Most earlier studies on searching movements in insects (Delcomyn, 1987; Karg et al., 1991, Bässler et al., 1991) and cats (Gorassini et al., 1994; Hiebert et al., 1994; Hiebert et al., 1995) have focused mainly on aspects of neural motor control. In insects, Pearson and Franklin (Pearson and Franklin, 1984) studied leg searching movements in a behavioural context, yet restricted their analysis to single legs.

In the following, I want to argue that the stereotypic execution of leg searching movements (Figs 1, 2, 5), the simultaneous action of antennal movements (Fig. 4) and the differences between the three pairs of legs (Figs 5–7) may be important aspects of overall locomotor efficiency.

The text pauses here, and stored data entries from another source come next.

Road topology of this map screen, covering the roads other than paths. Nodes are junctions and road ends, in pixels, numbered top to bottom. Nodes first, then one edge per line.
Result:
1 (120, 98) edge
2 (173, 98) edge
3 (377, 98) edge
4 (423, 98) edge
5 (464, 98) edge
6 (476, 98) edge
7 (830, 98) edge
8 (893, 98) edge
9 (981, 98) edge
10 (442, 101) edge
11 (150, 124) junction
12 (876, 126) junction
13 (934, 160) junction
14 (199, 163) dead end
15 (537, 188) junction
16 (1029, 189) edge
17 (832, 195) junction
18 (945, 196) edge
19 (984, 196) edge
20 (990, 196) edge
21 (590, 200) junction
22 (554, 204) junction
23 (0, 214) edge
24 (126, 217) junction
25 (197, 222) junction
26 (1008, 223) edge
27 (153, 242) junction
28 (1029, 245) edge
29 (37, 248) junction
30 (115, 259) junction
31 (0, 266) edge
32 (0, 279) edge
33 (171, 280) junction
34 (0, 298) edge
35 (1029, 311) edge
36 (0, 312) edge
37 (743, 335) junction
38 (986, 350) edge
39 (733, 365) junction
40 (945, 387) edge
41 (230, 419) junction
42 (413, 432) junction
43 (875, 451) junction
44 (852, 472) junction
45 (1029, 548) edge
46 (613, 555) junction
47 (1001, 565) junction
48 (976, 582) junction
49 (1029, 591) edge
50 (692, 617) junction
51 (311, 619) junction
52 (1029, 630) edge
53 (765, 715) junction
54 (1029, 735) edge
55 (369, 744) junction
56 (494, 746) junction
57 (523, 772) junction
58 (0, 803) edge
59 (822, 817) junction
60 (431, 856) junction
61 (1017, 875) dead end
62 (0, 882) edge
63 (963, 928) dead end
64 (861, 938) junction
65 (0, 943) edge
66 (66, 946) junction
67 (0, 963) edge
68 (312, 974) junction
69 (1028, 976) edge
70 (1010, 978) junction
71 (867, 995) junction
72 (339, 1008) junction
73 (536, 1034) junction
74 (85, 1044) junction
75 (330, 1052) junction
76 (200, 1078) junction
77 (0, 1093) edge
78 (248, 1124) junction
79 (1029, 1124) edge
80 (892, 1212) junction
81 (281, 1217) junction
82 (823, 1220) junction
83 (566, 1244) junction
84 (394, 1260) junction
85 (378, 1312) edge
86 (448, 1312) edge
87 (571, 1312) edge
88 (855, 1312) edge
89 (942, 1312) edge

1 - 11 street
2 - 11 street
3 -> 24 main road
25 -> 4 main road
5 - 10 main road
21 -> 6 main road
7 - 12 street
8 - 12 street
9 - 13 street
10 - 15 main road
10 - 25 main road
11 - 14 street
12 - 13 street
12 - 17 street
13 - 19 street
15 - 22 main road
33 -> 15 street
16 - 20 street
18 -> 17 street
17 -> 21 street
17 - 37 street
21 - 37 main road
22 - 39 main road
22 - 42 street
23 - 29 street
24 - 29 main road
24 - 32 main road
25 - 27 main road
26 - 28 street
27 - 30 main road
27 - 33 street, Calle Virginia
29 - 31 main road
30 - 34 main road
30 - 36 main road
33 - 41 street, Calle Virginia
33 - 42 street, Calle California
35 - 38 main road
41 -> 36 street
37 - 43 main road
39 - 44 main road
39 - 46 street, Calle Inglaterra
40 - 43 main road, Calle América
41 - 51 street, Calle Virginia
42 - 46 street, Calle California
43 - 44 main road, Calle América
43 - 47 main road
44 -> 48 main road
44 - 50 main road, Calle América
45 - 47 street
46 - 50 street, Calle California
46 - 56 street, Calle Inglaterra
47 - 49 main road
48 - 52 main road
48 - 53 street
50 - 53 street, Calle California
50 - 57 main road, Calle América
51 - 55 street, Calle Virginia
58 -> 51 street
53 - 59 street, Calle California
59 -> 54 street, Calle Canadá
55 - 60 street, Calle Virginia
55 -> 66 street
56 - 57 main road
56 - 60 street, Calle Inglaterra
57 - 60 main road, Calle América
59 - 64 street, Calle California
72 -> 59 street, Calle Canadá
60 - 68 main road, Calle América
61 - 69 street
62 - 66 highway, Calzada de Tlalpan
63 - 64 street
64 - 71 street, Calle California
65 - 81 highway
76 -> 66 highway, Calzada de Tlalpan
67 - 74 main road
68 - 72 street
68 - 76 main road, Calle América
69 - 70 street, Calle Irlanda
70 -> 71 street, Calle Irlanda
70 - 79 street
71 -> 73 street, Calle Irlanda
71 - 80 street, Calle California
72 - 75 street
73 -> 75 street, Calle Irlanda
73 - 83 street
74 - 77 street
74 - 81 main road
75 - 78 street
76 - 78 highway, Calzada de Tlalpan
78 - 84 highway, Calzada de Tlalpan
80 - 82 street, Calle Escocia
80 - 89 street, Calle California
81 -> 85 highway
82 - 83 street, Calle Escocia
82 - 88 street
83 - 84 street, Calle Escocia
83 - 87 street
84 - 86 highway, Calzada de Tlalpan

First, pre-programmed movement sequences require little information processing and guarantee quick execution; as a consequence, they save behavioural cost in terms of the computational effort required and reaction time. Second, the searching movements of the front legs take advantage of the range of action of the neighbouring antennae, which greatly alter their normal movement pattern (Dürr, 1999; Dürr et al., 2001) to search the anterior region of the immediate environment. Finally, leg searching movements in Carausius morosus exploit past experience. Because the body coordinates of the AEP are rather constant during forward walking, the AEP may reflect the location of expected touch-down. To search around this location is a simple, yet efficient, strategy because the spatial layout of the environment usually offers support in the vicinity of the current substratum (e.g. a branching or bending twig). If the leg is likely to find a foothold slightly lower than in previous steps, slightly more laterally or a tarsus length further ahead, searching around the AEP means taking advantage of previous experience in an environment with nearby alternatives. Accordingly, the backward bias of the front leg and the forward bias of the other legs reflect the likelihood of finding a foothold in the direction where the other legs are standing. Because centering the searched area near the AEP in external coordinates requires body movement to be taken into account, the results presented in Fig. 7 suggest an interaction between the searching leg and the legs remaining in stance. According to this view, leg searching movements are stereotyped, locally controlled actions that take on their behavioural relevance when acting in concert with the rest of the body.

I am grateful to T. Authmann, A. Exter, V. Kroschewski and U. Markert for excellent technical assistance, to M. Schumm for contributing his source code of leg kinematics routines and to H. Cruse and J. Schmitz for valuable comments on earlier versions of the manuscript. This work was supported by grant CR 58/9-2 of the Deutsche Forschungsgemeinschaft, DFG.